== What needs to be done ==
Produce an exact copy of all the records.

——

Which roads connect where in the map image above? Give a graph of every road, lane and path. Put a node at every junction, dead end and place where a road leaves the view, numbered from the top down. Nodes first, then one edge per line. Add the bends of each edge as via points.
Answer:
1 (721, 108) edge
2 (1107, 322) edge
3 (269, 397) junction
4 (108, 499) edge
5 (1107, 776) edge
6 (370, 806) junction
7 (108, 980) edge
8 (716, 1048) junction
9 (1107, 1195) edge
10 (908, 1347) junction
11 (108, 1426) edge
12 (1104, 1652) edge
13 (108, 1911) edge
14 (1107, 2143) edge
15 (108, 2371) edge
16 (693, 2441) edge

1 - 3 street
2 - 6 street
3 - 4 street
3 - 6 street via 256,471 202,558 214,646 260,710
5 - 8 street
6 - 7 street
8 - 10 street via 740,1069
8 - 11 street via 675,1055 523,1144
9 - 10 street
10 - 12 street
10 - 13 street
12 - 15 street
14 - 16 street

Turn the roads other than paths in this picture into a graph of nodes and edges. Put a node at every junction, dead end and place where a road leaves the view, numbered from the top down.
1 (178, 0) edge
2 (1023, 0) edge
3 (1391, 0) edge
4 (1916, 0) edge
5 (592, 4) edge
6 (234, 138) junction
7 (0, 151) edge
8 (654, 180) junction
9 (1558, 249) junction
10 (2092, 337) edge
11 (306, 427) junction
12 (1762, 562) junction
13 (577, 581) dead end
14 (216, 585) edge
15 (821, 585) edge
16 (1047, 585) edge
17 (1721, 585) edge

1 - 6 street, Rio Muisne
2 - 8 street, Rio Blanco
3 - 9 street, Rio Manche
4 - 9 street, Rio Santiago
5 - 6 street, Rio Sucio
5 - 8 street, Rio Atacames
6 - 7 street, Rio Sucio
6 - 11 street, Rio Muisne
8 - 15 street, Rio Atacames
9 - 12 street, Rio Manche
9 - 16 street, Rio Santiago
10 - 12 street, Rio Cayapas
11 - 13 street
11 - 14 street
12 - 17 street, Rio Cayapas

——

== Expected output ==
Which roads connect where in the map image above? Give a graph of every road, lane and path. Put a node at every junction, dead end and place where a road leaves the view, numbered from the top down. Nodes first, then one edge per line. Add the bends of each edge as via points.
Answer:
1 (721, 108) edge
2 (1107, 322) edge
3 (269, 397) junction
4 (108, 499) edge
5 (1107, 776) edge
6 (370, 806) junction
7 (108, 980) edge
8 (716, 1048) junction
9 (1107, 1195) edge
10 (908, 1347) junction
11 (108, 1426) edge
12 (1104, 1652) edge
13 (108, 1911) edge
14 (1107, 2143) edge
15 (108, 2371) edge
16 (693, 2441) edge

1 - 3 street
2 - 6 street
3 - 4 street
3 - 6 street via 256,471 202,558 214,646 260,710
5 - 8 street
6 - 7 street
8 - 10 street via 740,1069
8 - 11 street via 675,1055 523,1144
9 - 10 street
10 - 12 street
10 - 13 street
12 - 15 street
14 - 16 street

Turn the roads other than paths in this picture into a graph of nodes and edges. Put a node at every junction, dead end and place where a road leaves the view, numbered from the top down.
1 (178, 0) edge
2 (1023, 0) edge
3 (1391, 0) edge
4 (1916, 0) edge
5 (592, 4) edge
6 (234, 138) junction
7 (0, 151) edge
8 (654, 180) junction
9 (1558, 249) junction
10 (2092, 337) edge
11 (306, 427) junction
12 (1762, 562) junction
13 (577, 581) dead end
14 (216, 585) edge
15 (821, 585) edge
16 (1047, 585) edge
17 (1721, 585) edge

1 - 6 street, Rio Muisne
2 - 8 street, Rio Blanco
3 - 9 street, Rio Manche
4 - 9 street, Rio Santiago
5 - 6 street, Rio Sucio
5 - 8 street, Rio Atacames
6 - 7 street, Rio Sucio
6 - 11 street, Rio Muisne
8 - 15 street, Rio Atacames
9 - 12 street, Rio Manche
9 - 16 street, Rio Santiago
10 - 12 street, Rio Cayapas
11 - 13 street
11 - 14 street
12 - 17 street, Rio Cayapas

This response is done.